Le sociologue Gérald Bronner le rappelait dans un excellent texte publié dans Le Point, il est des campus américains qui usent du «trigger warning», un avertissement aux étudiants pour leur signifier que les contenus de certains cours pourraient les choquer. La démocratie libérale à l’américaine, en érigeant le «respect des individus» en valeur suprême, rend impossible toute transmission apaisée de savoirs universels. L’école ne peut donc y être qu’un développement des compétences des élèves, vidé de tout contenu apte à les sortir de leur possible obscurantisme. C’est cette évolution que connaît depuis quelques décennies l’école française, dont on a peu à peu évacué les savoirs universels et la raison, pour n’y cultiver que les capacités à s’exprimer et l’épanouissement personnel.
Le premier ministre se dit favorable à un enseignement du fait religieux à l’école. Cela s’appelle un cours d’histoire. Un cours qui puisse expliquer aux élèves que la nature du christianisme a changé quand il est devenu religion officielle de l’empire romain, que le Coran n’est pas incréé mais qu’il a fallu deux siècles d’exégèse pour en établir le texte précis, qui relève donc d’une interprétation. Un cours qui fasse comprendre ce qu’a pu être un Occident dans lequel la religion imprégnait chaque vie, et pesait sur les destins. Un cours qui raconte comment l’homme a peu à peu appris à se penser en dehors des catégories du divin, et comment l’humanisme et les Lumières ont peu à peu dessiné la possibilité d’une foi en l’homme et en la raison, comme instrument de l’émancipation individuelle et collective.

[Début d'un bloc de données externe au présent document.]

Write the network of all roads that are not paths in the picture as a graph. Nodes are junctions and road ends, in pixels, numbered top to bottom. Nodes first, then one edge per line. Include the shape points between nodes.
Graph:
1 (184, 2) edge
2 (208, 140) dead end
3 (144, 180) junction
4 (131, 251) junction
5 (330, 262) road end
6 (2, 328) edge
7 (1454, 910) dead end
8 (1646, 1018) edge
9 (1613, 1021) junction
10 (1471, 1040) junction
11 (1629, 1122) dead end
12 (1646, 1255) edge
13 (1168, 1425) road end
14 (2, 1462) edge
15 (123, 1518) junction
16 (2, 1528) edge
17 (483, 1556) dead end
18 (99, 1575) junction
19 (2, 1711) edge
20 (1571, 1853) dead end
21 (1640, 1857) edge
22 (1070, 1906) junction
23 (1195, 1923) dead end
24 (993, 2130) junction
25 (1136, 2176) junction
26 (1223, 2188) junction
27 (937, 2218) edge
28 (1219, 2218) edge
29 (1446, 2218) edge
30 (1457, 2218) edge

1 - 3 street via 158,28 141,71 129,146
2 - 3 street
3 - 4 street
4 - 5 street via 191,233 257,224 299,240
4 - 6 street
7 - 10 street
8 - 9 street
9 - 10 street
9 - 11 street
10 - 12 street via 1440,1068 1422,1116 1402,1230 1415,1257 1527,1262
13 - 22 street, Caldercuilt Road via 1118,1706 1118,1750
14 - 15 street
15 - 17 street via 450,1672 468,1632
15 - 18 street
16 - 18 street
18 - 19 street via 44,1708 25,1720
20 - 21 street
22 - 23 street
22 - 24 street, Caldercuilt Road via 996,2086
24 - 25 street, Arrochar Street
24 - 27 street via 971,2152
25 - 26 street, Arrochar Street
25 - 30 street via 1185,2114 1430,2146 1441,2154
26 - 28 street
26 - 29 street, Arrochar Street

La laïcité s’abîme désormais dans le consumérisme festif et le «respect dû aux individus». Nul ne se souvient plus de cet incroyable moment de trêve que constituait Noël, comme symbole de l’espérance. Mais nul ne comprend plus non plus que la République française a placé son espérance en l’homme, tiré de l’obscurantisme par le savoir et la curiosité au monde.